Being “dumb” is one thing. If we define that term as a lack of knowledge or reduced intellectual capacity, it’s a problem that we can address. But what happens when people are proud of being dumb? You see this all the time in sitcoms and other popular media. Most womens’ magazines have articles that barely span an entire page. The space is covered with ads and arbitrary pictures of models doing random things. What little editorial content there is often focuses on extremely shallow coverage of some otherwise important topics. Yet these magazines far outsell, for example, Popular Science or National Geographic.
Hopefully, the damage caused by the dumbing down of America is self-evident. We’re easily one of the most violent nations in the world. A President that lead us to a war based on manufactured evidence has never responded to how and why we made that mistake. He’s even on the warpath to attacking another nation. Yet, he remains in office. Keep in mind that we impeached President Clinton for lying about his private life. Now, it seems OK to hire private military firms to police the United States and to elect Presidents that can barely compose a clear sentence, even when reading from a script.
Personally, this is a huge problem for me. At the risk of sounding elitist, I feel extremely alienated by many friends and acquaintances. While it’s fun to get a beer and talk about mindless topics every once in a while, I have recently run into many situations where people are openly racist, sexist, and just plain close-minded. I don’t see this view as opinion – I see it as fact.
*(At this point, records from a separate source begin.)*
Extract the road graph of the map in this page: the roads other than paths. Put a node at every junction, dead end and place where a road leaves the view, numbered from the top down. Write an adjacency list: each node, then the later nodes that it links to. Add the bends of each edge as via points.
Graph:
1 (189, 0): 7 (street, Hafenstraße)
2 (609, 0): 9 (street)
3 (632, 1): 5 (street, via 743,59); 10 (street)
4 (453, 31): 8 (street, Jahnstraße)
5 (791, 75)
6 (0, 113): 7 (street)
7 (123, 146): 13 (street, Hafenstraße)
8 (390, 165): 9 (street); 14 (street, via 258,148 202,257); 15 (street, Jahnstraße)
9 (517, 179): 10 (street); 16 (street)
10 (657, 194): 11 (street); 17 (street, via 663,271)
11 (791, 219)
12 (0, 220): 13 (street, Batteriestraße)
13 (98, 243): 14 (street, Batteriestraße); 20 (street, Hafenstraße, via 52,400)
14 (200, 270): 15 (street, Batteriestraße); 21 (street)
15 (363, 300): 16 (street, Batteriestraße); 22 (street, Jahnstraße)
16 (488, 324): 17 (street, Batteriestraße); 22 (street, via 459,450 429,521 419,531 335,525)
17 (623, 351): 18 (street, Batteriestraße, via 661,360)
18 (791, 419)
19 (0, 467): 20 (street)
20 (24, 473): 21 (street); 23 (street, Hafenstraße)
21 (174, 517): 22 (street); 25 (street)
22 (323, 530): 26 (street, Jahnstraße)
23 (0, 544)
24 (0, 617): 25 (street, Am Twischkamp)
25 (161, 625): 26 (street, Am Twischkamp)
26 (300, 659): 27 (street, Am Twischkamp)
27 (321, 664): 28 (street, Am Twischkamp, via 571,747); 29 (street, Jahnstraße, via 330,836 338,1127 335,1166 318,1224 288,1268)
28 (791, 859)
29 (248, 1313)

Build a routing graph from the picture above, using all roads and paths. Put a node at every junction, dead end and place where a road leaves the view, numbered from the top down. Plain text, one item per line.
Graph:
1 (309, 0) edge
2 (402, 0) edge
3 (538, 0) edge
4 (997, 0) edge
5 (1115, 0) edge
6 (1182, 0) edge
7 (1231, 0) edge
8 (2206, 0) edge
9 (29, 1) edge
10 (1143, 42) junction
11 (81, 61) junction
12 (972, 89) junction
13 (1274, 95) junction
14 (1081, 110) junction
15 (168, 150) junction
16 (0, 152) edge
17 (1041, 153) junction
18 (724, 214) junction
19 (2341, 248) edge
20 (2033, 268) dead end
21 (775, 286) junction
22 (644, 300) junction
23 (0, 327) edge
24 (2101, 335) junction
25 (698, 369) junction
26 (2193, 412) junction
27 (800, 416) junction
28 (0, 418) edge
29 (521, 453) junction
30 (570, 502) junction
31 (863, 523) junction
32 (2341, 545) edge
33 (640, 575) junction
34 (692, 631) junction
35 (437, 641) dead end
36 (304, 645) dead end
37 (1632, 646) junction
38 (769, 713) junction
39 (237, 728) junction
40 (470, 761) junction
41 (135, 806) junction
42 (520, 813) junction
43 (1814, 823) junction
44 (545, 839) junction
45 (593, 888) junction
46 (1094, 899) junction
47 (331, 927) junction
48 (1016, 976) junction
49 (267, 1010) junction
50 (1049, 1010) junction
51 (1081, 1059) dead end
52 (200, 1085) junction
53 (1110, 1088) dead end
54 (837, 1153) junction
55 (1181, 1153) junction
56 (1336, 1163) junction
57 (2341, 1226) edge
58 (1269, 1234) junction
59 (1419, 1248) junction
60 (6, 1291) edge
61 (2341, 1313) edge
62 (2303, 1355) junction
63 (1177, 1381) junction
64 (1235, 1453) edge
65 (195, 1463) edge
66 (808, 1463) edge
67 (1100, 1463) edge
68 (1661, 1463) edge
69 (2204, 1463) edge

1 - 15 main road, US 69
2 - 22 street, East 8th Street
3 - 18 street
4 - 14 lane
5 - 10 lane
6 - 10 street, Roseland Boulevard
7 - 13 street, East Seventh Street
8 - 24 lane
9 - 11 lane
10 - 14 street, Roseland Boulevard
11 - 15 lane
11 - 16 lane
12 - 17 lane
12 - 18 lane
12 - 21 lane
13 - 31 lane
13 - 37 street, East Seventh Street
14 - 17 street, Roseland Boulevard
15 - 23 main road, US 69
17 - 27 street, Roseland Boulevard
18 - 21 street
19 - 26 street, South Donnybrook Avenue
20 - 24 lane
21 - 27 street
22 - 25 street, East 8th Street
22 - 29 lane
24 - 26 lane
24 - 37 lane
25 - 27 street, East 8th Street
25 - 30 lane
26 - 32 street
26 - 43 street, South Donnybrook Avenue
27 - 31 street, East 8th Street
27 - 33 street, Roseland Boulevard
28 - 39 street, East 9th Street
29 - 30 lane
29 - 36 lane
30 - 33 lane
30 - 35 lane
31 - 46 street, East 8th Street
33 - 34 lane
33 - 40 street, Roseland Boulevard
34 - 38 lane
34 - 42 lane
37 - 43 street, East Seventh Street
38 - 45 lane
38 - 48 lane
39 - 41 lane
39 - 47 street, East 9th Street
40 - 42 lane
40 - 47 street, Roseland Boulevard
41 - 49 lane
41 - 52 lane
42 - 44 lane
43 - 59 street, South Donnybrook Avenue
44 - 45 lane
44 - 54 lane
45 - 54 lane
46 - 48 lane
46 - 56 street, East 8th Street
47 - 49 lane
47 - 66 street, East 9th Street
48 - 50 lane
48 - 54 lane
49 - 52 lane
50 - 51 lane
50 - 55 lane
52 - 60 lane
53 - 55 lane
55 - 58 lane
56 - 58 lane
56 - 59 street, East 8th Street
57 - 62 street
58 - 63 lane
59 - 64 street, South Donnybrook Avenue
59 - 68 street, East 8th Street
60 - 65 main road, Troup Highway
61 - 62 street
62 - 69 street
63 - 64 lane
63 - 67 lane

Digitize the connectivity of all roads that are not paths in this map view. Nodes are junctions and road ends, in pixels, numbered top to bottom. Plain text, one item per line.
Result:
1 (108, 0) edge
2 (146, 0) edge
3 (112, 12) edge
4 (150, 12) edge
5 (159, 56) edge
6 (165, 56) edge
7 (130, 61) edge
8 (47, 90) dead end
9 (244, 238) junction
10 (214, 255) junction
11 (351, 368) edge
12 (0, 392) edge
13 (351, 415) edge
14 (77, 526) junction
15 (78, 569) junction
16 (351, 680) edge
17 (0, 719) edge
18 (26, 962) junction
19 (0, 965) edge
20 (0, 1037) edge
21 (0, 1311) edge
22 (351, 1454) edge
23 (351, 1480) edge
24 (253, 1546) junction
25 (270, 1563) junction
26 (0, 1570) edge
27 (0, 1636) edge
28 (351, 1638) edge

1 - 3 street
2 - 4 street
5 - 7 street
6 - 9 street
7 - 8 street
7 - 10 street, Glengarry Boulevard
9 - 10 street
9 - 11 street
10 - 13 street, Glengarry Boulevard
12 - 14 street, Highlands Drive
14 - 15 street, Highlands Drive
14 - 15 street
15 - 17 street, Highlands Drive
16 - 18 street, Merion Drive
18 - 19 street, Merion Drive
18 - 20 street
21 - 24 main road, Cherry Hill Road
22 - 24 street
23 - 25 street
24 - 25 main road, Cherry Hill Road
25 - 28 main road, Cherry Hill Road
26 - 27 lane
I’d love to be proven wrong, but ignorance certainly drives many people, and they’re either unaware of it or are not inclined to see any value in improvement. I’m not sure what will reverse the trend (assuming it’s possible), but a solution doesn’t seem to be anywhere on the horizon.
If you get a chance, I recommend reading through the comments from the article (the count is currently at 772). Clearly, this is a topic that has solicited a lot of response (and, hopefully, thought). I just hope it’s enough to cure a few people from chronic “dumbness.”